Yesterday I reported on my meeting with Michael Dell, where we spoke briefly about the hassles caused by crapware. Today, coincidentally, there's a story on CBC News, which goes over the same ground from a different point of view:
A senior Microsoft Corp. executive says the company is concerned that uncertified third-party software loaded onto new computers by manufacturers could hurt the launch of consumer versions of its Windows Vista operating system later this month.
The concern arises from third-party software that hardware makers commonly install on new computers in exchange for a fee, many of which have not been tested and certified by Microsoft to work with Vista, the executive said. They include things such as links to online services, and demo versions of programs.
"We call them craplets," the official said. The term is a contraction of the words "crap" and "applet." An applet is a small computer program or application.
The success of Microsoft's first major revision to its operating system in years could rest on whether or not the uncertified applets cause widespread malfunctions in consumer versions of Windows Vista that ship with new PCs starting Jan. 30.
Reporter Saleem Khan, whose by-line appears at the end of the story, has an interesting blog, but doesn't appear to have the sort of technical background that would give me confidence about the facts behind this story. And an additional red flag goes up when the Microsoft source is anonymous. With 70,000+ employees, it's easy enough to find someone who will speak about issues that are outside of his area of competence. For what it's worth, I've spoken with plenty of Microsoft developers, executives, and mid-level functionaries, on and off the record, and I haven't heard this fear from anyone.
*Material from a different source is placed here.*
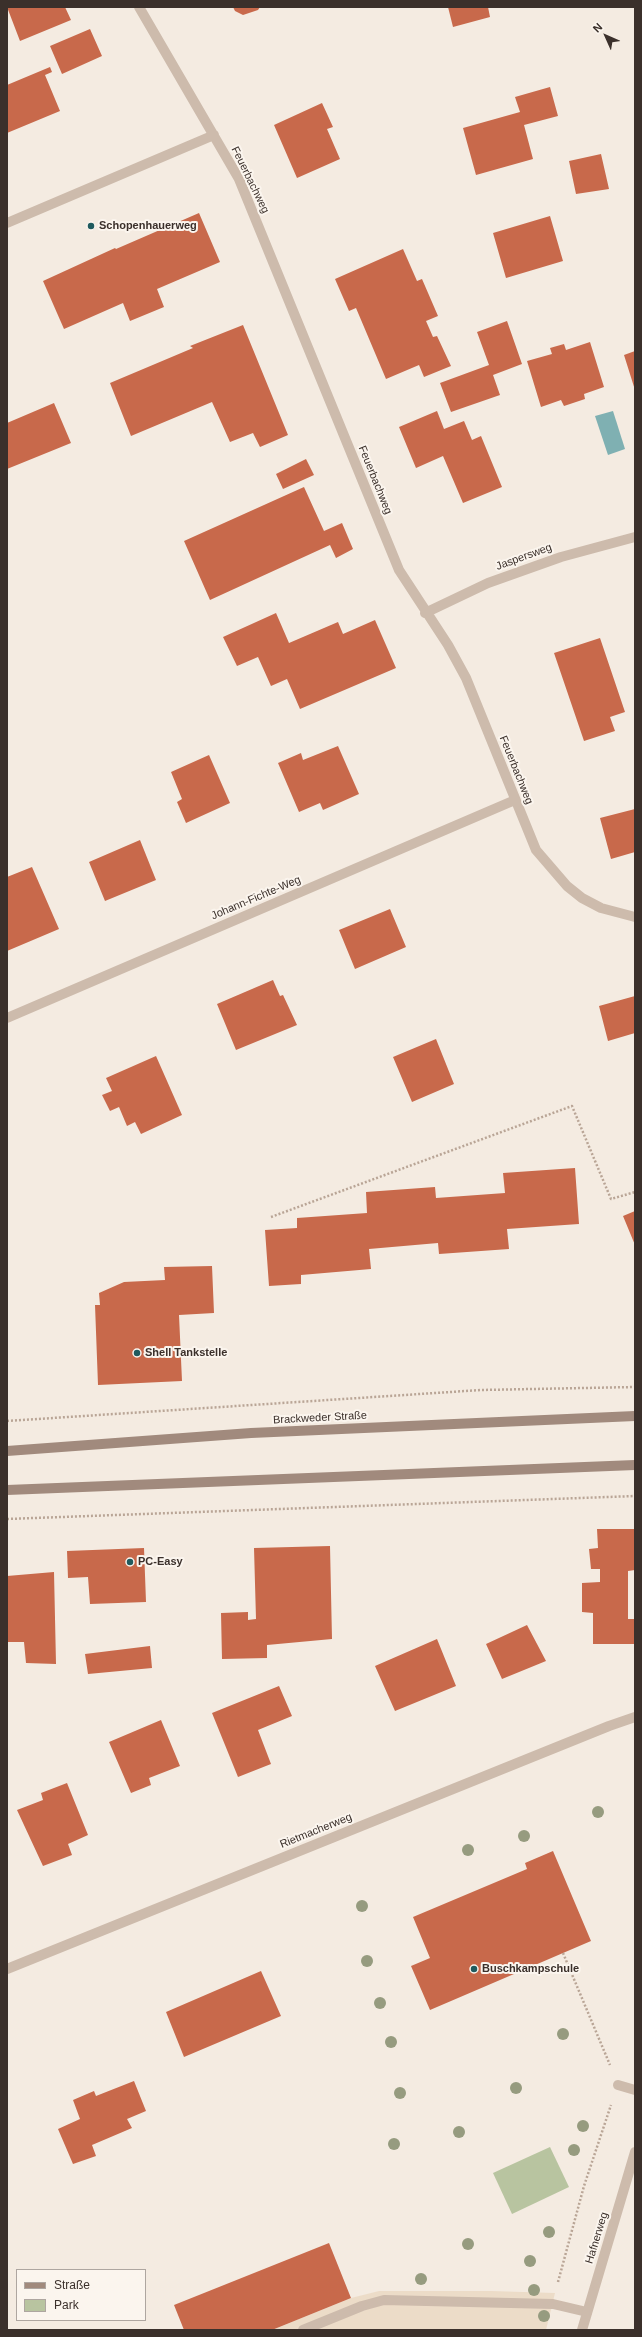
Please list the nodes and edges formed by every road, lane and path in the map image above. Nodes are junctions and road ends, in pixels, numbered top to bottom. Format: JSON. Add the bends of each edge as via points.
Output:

Crapware is undoubtedly a nuisance, and the world would be a better place if software companies would pay customers instead of bribing PC makers to install trial versions of their programs. But the companies that ship these PCs have more to lose from support costs than Microsoft, and I'm certain that they won't deploy installations that are going to cost them support dollars. I predict that this will be a non-issue when PCs preloaded with Windows Vista begin shipping at the end of this month.